The Netherlands has a lot of PhD candidates with their ‘own’ funding

More than half of the PhD candidates at Dutch universities are in employment. The rest are trying for a PhD at their own expense or for example with a foreign grant.

(Photo: Justyne Botor)

On Monday, the Dutch newspaper NRC (link in Dutch) turned the spotlight on this.

You can write a dissertation and get a doctorate while in the employment of the university. 51 percent of PhD candidates in the Netherlands are doing this and a small number of other employees with research time (4 percent). In addition, there are some external PhD candidates, who are writing their dissertation in their free time or at their own expense. These represent 16 percent of all PhD candidates, according to new figures (in Dutch) from Universities of the Netherlands (UNL).

There are also PhD students with external funding, who, for example, receive time from their employer for a PhD programme or who come here on a foreign scholarship. Chinese PhD students with a scholarship from the China Scholarship Council are an example of this. Especially in Groningen, there are also many Dutch scholarship students, also called ‘promotiestudenten’ in Dutch. This ‘experiment’ with Dutch scholarship PhDs will soon be up again. Minister Dijkgraaf is discontinuing the experiment with Dutch grant PhD students, he announced earlier this year. There would be too little support for it. But foreign scholarship PhDs, for example from China, can still come.

NRC: “Unease and shame”

On Monday, daily paper NRC published an extensive article about the types of PhD candidates at Dutch universities. The article is headed: “Unease and shame over the rise of free PhD candidates.” The universities get a bonus for each doctorate awarded: 83,000 euros. This supposedly turns ‘free’ PhD candidates into an earnings model.

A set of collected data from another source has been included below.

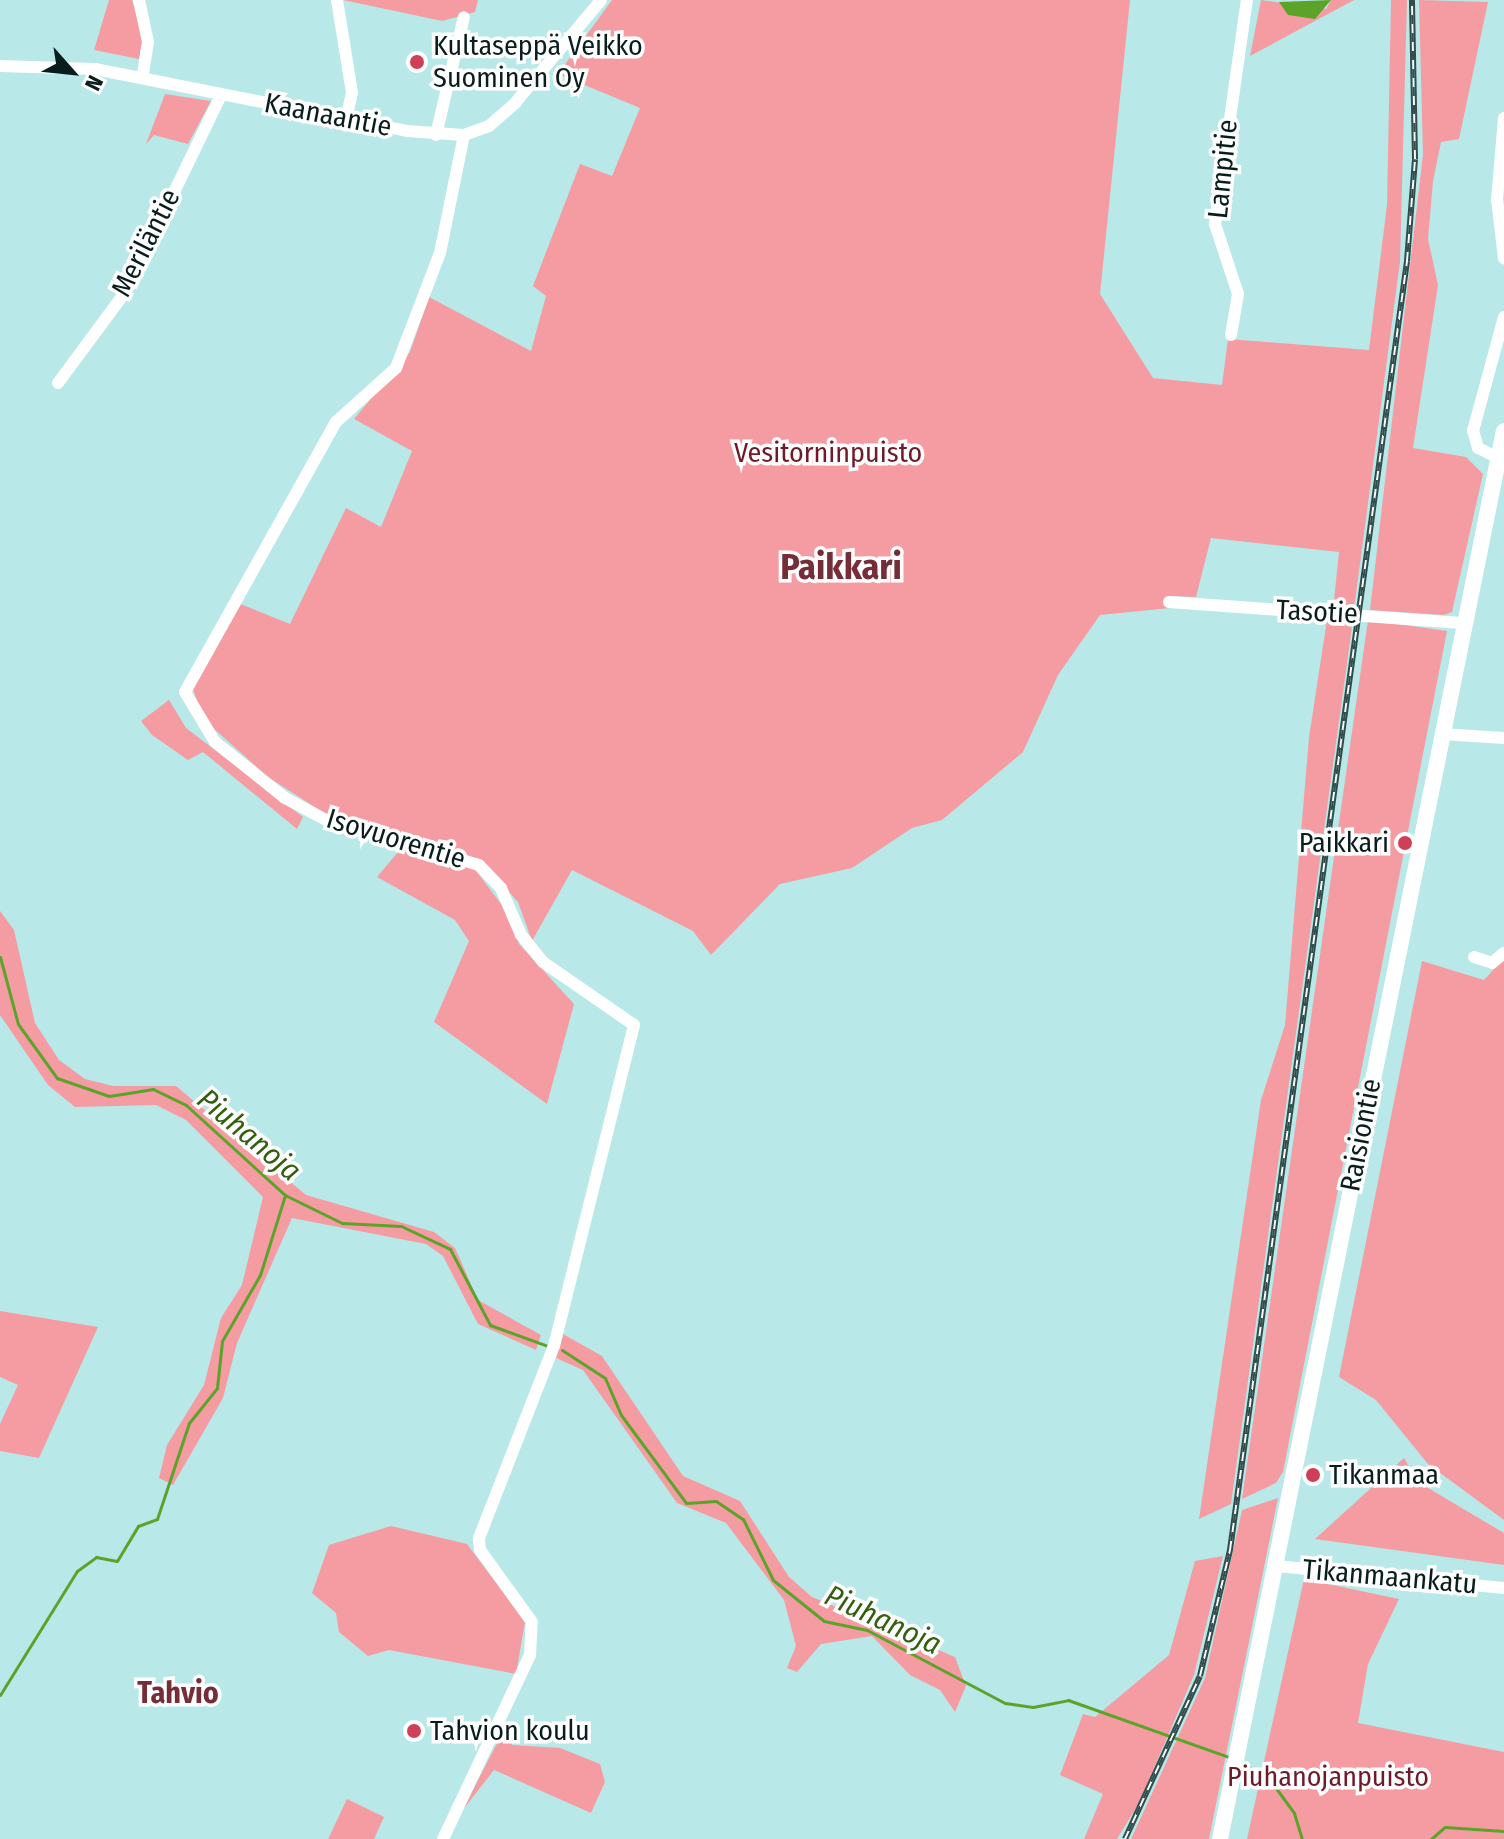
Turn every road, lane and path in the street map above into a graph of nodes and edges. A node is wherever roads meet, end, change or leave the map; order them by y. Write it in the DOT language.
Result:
graph roads {
  1 [pos="139,0"];
  2 [pos="337,0"];
  3 [pos="601,0"];
  4 [pos="1247,0"];
  5 [pos="464,17"];
  6 [pos="0,66"];
  7 [pos="142,78"];
  8 [pos="221,95"];
  9 [pos="1504,118"];
  10 [pos="346,119"];
  11 [pos="436,135"];
  12 [pos="464,135"];
  13 [pos="1504,259"];
  14 [pos="1504,317"];
  15 [pos="1231,335"];
  16 [pos="58,383"];
  17 [pos="1504,431"];
  18 [pos="1498,458"];
  19 [pos="1169,602"];
  20 [pos="1465,623"];
  21 [pos="1442,734"];
  22 [pos="1504,738"];
  23 [pos="1504,953"];
  24 [pos="1474,957"];
  25 [pos="1276,1566"];
  26 [pos="1504,1588"];
  27 [pos="443,1839"];
  28 [pos="1220,1839"];
  1 -- 7 [label="street"];
  2 -- 10 [label="street"];
  3 -- 12 [label="street, Kaanaantie"];
  4 -- 15 [label="street, Lampitie"];
  5 -- 11 [label="street"];
  6 -- 7 [label="street, Kaanaantie"];
  7 -- 8 [label="street, Kaanaantie"];
  8 -- 10 [label="street, Kaanaantie"];
  8 -- 16 [label="street, Meriläntie"];
  9 -- 13 [label="street"];
  10 -- 11 [label="street, Kaanaantie"];
  11 -- 12 [label="street, Kaanaantie"];
  12 -- 27 [label="street, Isovuorentie"];
  14 -- 18 [label="street"];
  17 -- 18 [label="main road, Raisiontie"];
  18 -- 20 [label="main road, Raisiontie"];
  19 -- 20 [label="street, Tasotie"];
  20 -- 21 [label="main road, Raisiontie"];
  21 -- 22 [label="street"];
  21 -- 25 [label="main road, Raisiontie"];
  23 -- 24 [label="street"];
  25 -- 26 [label="street, Tikanmaankatu"];
  25 -- 28 [label="main road, Raisiontie"];
}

In NRC, urban geography professor Rivke Jaffe (University of Amsterdam) talks of a division along racial lines. “Almost all PhD candidates from Europe or the USA have an employment contract, while PhD candidates from China, Indonesia or Chile come to the Netherlands with a grant of 1,350 euros per month.”

The newspaper also quotes the rector of Nijmegen University Han van Krieken, who would like the 83,000 euro bonus for the completion of a doctorate to be abolished. He says that several other administrators think the same way.

The figures

The UNL figures show big differences between the universities. Groningen has a lot of PhD candidates with a grant because that university was almost the only one to participate fully in the experiment with PhD candidates. But there are five universities where employed PhD candidates are in the minority (see the table)

According to UNL figures, TU Delft employs 2,036 employee PhDs, which is 67 per cent. This puts TU Delft slightly above the national average. 586 of the researchers are scholarship PhDs (19 per cent) and 316 are externally funded PhDs (10 per cent). 75 of the researchers fall into the ‘outside PhD student’ category (2 per cent).

The small Open University has, relatively speaking, the largest number of external PhD candidates (232 out of 304) and Wageningen has the most PhD candidates with external funding. Leiden University is apparently unable to say where more than 1,000 of the 3,900 PhD candidates get their funding.